[Opening Material shown section]
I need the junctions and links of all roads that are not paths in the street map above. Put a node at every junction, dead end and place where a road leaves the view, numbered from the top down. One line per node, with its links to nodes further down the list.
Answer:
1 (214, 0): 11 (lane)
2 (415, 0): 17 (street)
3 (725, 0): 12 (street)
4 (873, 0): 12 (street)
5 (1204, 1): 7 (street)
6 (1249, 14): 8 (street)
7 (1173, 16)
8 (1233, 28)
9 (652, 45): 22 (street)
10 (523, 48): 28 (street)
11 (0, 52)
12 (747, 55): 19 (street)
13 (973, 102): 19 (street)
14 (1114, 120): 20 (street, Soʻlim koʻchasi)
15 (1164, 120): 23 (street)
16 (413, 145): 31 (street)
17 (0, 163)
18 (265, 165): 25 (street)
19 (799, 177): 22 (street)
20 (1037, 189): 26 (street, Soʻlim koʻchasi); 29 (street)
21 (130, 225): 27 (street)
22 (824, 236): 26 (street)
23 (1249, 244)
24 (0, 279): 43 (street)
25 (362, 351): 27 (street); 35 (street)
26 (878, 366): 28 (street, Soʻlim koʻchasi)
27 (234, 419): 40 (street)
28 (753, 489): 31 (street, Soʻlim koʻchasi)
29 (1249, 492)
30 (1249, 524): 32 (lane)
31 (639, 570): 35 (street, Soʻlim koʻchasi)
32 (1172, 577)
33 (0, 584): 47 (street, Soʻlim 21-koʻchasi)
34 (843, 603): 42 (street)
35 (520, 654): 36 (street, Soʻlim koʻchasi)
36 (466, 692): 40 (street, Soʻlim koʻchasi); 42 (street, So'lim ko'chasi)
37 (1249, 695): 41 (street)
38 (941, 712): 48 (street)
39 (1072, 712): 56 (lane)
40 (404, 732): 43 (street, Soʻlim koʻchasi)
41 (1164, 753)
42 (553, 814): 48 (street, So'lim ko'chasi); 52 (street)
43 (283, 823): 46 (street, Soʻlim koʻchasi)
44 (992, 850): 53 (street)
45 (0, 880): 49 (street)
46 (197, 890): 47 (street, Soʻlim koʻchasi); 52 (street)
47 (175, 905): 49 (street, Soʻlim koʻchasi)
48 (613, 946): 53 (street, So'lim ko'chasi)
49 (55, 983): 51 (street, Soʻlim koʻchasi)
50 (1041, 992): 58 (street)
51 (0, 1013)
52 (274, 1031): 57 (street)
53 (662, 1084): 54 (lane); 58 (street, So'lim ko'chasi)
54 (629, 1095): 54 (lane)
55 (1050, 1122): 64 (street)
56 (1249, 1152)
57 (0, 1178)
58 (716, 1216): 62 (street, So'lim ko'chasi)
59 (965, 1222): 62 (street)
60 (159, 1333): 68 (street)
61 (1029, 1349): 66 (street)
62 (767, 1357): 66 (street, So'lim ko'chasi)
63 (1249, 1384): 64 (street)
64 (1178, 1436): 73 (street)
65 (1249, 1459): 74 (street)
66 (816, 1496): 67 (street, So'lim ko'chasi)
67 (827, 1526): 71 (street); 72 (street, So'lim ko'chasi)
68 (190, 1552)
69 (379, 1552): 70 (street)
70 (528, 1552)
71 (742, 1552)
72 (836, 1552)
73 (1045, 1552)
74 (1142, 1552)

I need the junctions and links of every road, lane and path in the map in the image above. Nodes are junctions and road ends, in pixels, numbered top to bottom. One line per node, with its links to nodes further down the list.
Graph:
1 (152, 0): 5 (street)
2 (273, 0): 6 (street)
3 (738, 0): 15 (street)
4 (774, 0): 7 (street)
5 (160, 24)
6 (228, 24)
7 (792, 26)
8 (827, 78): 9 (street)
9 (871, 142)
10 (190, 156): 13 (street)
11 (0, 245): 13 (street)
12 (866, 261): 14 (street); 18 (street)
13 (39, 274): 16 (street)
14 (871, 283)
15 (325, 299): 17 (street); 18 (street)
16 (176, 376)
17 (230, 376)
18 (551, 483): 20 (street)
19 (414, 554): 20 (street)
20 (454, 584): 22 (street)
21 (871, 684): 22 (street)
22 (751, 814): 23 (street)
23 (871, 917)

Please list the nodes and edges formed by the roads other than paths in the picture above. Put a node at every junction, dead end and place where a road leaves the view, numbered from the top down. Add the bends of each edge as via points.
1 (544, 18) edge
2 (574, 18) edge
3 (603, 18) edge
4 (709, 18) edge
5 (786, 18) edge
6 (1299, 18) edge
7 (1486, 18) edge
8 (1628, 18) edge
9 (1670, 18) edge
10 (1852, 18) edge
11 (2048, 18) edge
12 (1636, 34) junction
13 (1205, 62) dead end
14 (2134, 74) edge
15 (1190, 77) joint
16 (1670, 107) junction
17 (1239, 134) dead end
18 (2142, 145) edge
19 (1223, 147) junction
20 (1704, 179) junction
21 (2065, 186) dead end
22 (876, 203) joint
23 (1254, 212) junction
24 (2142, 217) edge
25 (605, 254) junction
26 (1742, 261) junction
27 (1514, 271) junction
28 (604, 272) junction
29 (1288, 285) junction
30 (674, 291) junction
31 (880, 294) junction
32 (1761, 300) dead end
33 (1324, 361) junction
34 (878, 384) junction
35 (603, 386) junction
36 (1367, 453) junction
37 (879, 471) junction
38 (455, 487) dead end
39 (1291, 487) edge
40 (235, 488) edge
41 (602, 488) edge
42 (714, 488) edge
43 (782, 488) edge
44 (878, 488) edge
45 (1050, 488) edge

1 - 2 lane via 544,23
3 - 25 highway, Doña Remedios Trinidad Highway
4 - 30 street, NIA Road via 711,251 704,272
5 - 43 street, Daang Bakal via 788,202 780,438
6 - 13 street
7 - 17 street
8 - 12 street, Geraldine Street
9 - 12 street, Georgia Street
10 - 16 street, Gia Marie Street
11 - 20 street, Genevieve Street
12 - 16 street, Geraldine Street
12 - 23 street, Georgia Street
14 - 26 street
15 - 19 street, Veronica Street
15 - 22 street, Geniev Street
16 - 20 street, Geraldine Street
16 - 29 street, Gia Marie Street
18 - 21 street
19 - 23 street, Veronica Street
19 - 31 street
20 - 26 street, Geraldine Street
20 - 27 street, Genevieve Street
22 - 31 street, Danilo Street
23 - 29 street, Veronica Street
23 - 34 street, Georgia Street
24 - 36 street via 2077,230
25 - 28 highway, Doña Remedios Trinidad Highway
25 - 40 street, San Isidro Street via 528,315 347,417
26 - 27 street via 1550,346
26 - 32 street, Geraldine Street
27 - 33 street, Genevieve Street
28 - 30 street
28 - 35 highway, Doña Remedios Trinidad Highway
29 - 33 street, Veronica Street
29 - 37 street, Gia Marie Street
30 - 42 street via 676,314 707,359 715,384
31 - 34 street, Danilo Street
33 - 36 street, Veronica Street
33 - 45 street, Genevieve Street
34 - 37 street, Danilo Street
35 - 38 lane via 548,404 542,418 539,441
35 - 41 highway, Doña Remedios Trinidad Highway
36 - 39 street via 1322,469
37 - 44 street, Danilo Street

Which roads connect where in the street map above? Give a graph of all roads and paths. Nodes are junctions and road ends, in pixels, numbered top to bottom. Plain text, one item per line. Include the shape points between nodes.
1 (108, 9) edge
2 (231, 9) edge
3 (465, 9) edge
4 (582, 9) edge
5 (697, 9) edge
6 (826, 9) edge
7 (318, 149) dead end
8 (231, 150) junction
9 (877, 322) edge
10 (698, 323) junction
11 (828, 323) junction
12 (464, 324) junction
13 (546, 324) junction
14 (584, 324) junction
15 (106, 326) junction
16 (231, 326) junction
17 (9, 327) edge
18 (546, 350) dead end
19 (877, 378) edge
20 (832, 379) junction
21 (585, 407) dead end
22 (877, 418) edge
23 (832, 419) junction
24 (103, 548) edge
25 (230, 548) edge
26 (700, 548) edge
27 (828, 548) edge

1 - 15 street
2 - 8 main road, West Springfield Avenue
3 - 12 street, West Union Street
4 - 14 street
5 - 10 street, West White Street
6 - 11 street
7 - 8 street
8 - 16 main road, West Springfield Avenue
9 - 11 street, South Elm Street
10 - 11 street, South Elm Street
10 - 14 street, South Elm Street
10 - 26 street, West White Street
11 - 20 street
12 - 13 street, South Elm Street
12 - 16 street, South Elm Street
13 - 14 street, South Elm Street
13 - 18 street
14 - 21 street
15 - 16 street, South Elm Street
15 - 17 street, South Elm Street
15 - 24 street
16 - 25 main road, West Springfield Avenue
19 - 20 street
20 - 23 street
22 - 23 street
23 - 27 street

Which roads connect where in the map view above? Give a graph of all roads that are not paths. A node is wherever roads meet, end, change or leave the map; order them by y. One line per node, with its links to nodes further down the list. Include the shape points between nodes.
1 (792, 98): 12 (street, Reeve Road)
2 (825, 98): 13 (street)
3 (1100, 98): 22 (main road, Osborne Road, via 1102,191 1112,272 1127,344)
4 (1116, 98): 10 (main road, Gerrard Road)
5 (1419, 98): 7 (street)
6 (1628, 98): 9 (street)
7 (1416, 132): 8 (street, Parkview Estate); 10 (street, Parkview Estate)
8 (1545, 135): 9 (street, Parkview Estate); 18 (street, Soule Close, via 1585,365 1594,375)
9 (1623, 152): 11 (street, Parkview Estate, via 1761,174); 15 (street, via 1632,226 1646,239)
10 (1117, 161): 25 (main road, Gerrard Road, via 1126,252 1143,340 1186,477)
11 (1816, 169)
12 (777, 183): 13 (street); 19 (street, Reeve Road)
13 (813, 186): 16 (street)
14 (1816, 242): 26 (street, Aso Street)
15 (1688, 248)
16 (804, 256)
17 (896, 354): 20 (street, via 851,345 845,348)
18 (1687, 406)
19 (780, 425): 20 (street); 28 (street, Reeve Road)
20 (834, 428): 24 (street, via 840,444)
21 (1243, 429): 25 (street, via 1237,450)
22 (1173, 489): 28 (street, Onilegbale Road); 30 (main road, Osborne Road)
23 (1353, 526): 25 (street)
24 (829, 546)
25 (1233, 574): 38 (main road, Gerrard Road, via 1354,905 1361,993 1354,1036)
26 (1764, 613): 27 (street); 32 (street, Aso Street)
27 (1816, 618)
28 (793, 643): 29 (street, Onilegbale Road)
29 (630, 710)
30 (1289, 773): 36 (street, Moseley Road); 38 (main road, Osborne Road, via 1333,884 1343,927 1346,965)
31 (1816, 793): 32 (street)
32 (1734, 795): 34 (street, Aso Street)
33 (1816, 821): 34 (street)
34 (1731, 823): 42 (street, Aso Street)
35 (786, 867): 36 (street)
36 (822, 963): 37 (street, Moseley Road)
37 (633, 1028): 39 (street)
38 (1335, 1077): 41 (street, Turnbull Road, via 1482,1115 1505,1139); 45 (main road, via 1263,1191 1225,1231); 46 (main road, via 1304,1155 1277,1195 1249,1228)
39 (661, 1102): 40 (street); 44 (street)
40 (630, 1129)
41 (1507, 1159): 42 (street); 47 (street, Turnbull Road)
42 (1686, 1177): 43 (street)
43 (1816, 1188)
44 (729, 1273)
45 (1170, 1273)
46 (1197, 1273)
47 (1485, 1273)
[Closing Material shown section]
● Requirement: Please copy out each line of the data in which the word "Doña" occurs.

● Answer to this exercise:
3 - 25 highway, Doña Remedios Trinidad Highway
25 - 28 highway, Doña Remedios Trinidad Highway
28 - 35 highway, Doña Remedios Trinidad Highway
35 - 41 highway, Doña Remedios Trinidad Highway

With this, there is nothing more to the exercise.